Problem requirements>
Only the number is needed: the count of lines in the records with the word "Give".

Materials provided>
⟨
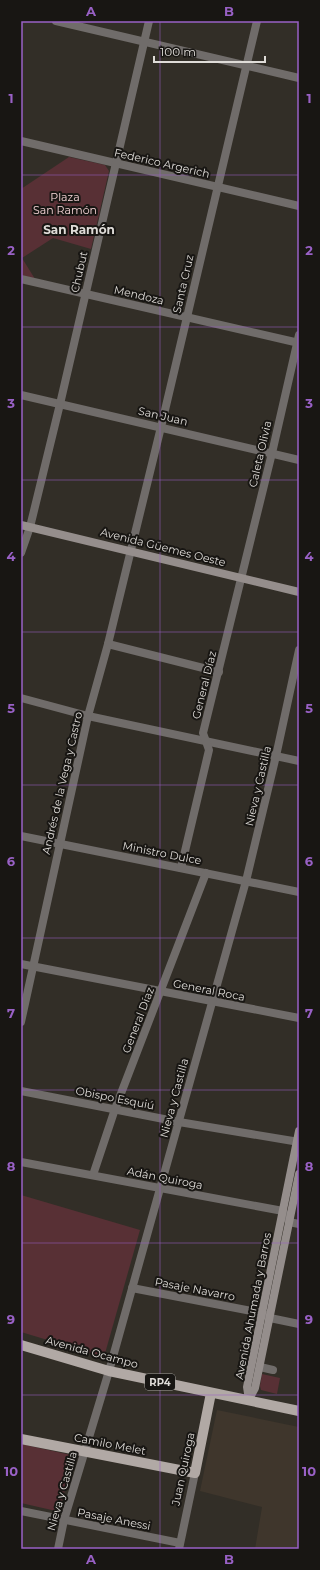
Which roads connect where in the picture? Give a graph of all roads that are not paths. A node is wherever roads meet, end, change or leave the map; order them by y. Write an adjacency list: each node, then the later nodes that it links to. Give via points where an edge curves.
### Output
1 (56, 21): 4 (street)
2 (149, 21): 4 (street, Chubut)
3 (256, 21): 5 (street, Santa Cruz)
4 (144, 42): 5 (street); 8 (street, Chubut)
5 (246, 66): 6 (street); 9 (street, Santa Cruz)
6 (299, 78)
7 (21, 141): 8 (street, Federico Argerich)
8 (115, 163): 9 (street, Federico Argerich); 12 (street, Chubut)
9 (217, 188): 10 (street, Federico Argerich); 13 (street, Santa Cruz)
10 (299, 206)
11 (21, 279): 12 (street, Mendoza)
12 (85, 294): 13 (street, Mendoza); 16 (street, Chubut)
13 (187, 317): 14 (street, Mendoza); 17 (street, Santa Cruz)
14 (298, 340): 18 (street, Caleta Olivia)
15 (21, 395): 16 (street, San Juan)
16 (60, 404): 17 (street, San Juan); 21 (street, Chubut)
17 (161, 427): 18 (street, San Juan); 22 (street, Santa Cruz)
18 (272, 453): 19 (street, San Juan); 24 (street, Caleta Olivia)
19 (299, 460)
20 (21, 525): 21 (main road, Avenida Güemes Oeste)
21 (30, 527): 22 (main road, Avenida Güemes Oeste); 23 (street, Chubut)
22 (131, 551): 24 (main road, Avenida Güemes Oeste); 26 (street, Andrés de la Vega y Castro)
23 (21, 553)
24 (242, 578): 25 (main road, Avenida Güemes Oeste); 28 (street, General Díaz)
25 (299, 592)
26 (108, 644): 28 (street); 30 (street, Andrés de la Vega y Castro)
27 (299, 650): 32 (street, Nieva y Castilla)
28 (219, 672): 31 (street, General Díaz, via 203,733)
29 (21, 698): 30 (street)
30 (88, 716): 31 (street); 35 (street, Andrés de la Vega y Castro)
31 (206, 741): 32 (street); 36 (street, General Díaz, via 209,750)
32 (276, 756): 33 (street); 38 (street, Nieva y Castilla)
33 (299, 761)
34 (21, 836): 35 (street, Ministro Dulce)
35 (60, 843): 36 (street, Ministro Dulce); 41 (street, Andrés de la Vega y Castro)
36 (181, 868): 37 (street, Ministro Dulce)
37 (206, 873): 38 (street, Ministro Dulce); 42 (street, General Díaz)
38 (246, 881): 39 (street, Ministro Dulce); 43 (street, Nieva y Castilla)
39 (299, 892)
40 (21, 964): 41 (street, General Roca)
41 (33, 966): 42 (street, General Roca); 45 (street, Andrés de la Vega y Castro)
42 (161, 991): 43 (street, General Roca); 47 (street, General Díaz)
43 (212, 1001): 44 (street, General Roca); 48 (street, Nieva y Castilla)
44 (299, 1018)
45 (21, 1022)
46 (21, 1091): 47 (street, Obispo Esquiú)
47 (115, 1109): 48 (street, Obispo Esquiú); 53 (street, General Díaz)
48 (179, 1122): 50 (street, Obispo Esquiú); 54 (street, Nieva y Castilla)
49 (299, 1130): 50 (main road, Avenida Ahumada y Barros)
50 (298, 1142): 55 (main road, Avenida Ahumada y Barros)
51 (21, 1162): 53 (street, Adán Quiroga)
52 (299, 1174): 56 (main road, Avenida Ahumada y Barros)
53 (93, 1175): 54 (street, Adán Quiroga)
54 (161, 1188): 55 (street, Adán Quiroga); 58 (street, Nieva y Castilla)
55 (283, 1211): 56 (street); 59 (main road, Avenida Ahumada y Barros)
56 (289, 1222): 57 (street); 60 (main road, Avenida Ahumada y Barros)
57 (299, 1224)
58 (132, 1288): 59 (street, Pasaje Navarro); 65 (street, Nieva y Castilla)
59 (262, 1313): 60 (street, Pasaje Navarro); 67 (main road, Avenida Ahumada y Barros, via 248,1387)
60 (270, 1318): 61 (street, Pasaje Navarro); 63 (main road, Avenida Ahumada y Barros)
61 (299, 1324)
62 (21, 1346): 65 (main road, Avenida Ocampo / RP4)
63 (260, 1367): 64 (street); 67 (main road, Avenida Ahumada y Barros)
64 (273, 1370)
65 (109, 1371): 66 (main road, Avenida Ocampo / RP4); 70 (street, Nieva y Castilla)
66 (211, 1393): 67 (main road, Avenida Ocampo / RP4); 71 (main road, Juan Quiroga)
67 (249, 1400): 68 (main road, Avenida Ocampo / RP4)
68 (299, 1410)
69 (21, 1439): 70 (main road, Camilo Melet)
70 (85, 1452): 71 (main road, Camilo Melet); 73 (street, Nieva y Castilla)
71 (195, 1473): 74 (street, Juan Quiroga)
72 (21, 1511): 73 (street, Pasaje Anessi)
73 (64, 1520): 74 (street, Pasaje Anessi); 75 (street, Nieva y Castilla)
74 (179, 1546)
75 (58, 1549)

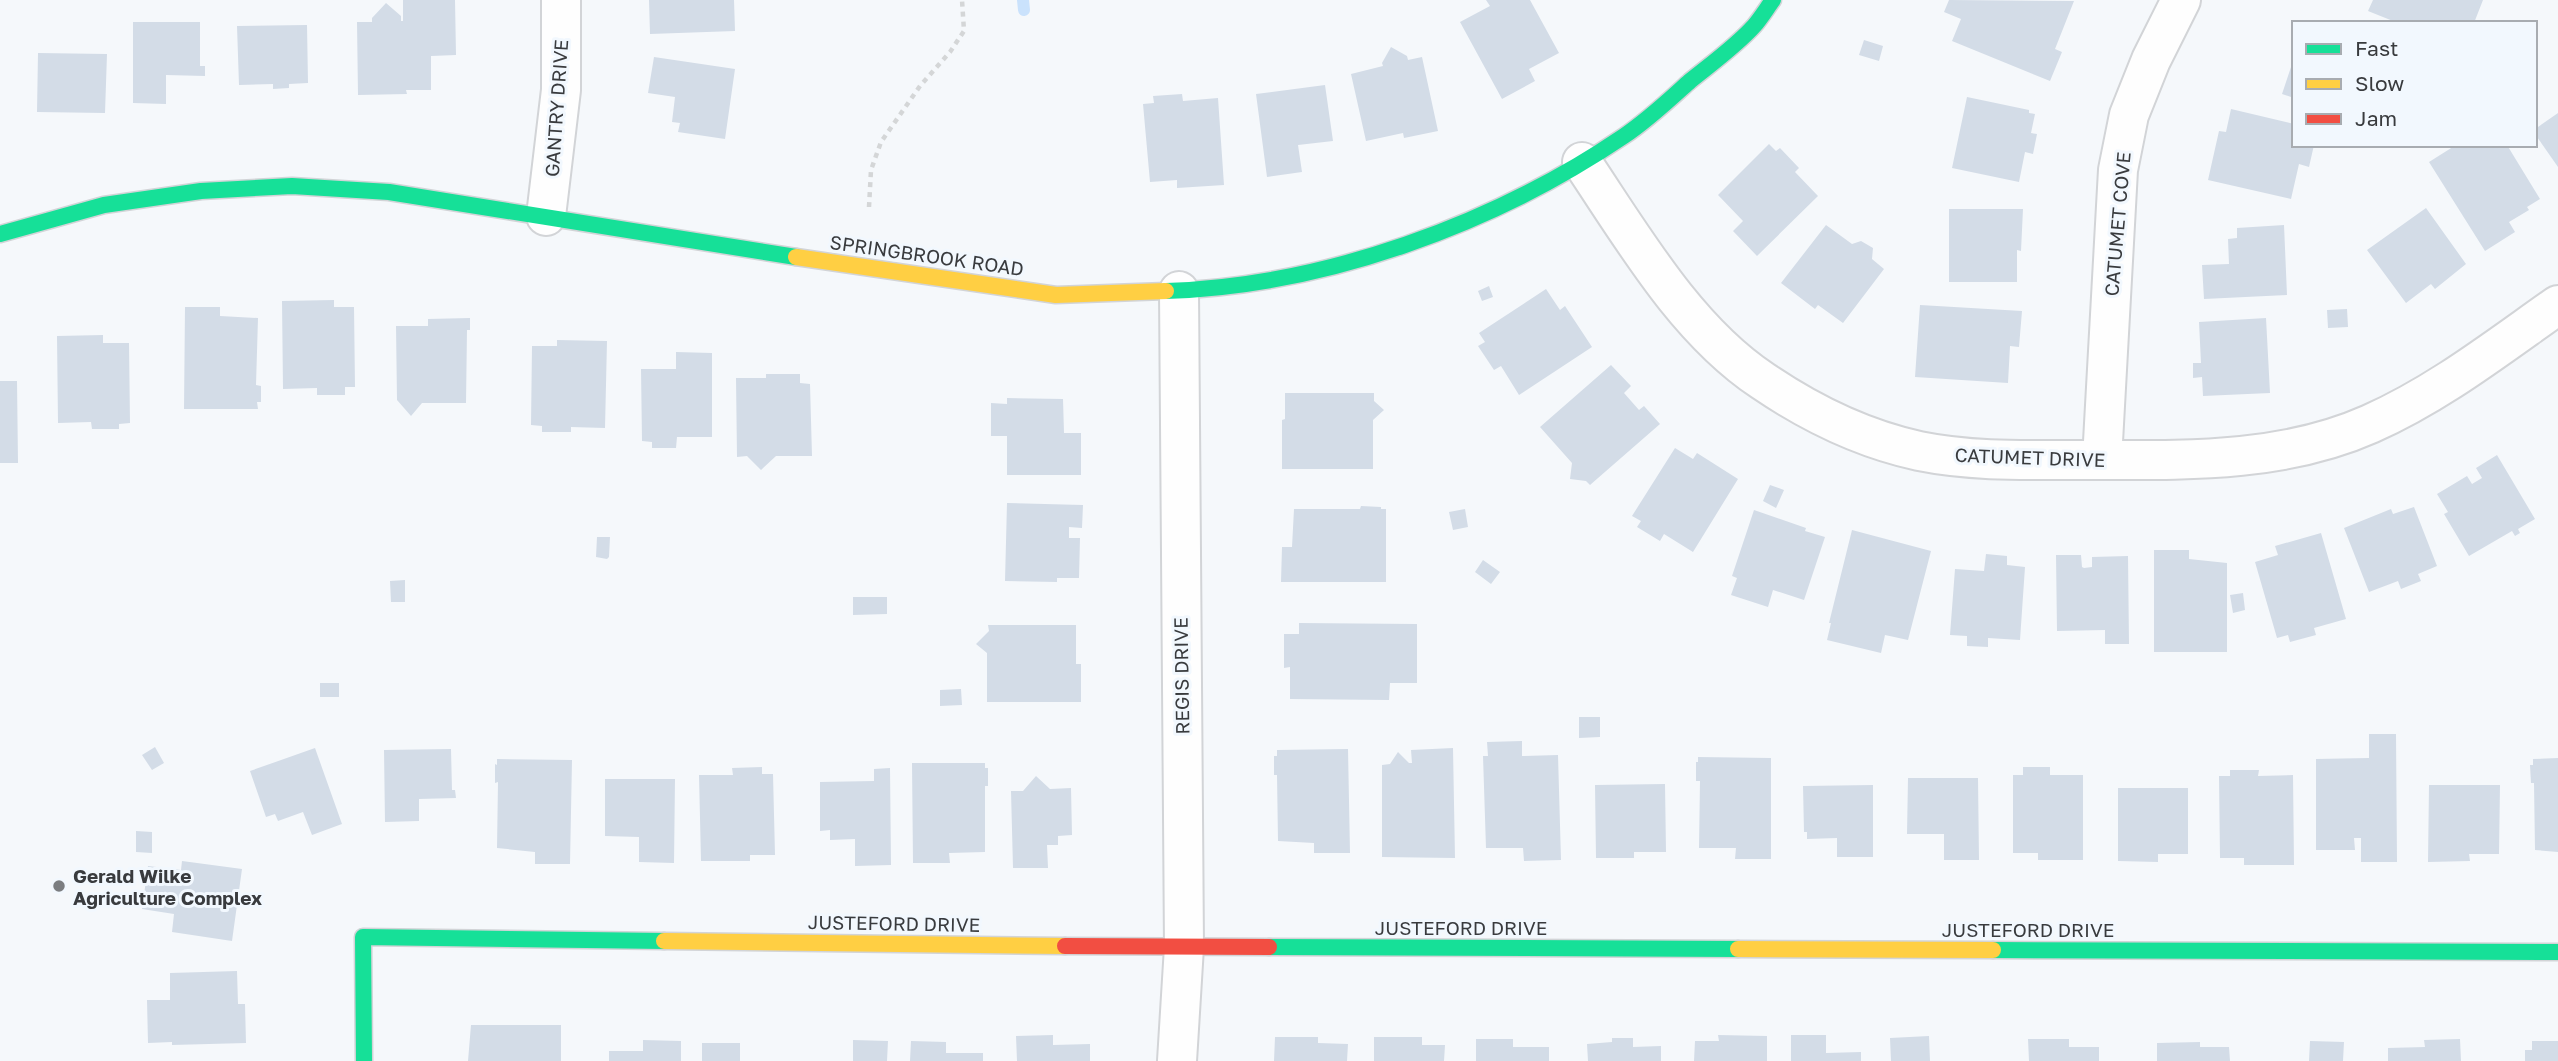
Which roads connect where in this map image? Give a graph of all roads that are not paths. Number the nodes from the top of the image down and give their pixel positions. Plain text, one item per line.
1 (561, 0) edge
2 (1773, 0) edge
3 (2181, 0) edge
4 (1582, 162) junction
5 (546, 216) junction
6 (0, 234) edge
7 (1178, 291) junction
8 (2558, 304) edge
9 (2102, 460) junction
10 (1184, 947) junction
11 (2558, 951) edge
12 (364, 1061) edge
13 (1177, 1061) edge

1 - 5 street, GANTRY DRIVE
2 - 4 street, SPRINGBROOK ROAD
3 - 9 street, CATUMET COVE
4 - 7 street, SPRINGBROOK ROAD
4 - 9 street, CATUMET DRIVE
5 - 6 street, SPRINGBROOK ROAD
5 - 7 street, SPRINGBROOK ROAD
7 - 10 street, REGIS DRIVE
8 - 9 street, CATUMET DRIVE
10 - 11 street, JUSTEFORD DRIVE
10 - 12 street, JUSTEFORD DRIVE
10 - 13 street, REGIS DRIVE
⟩
Solution below>
2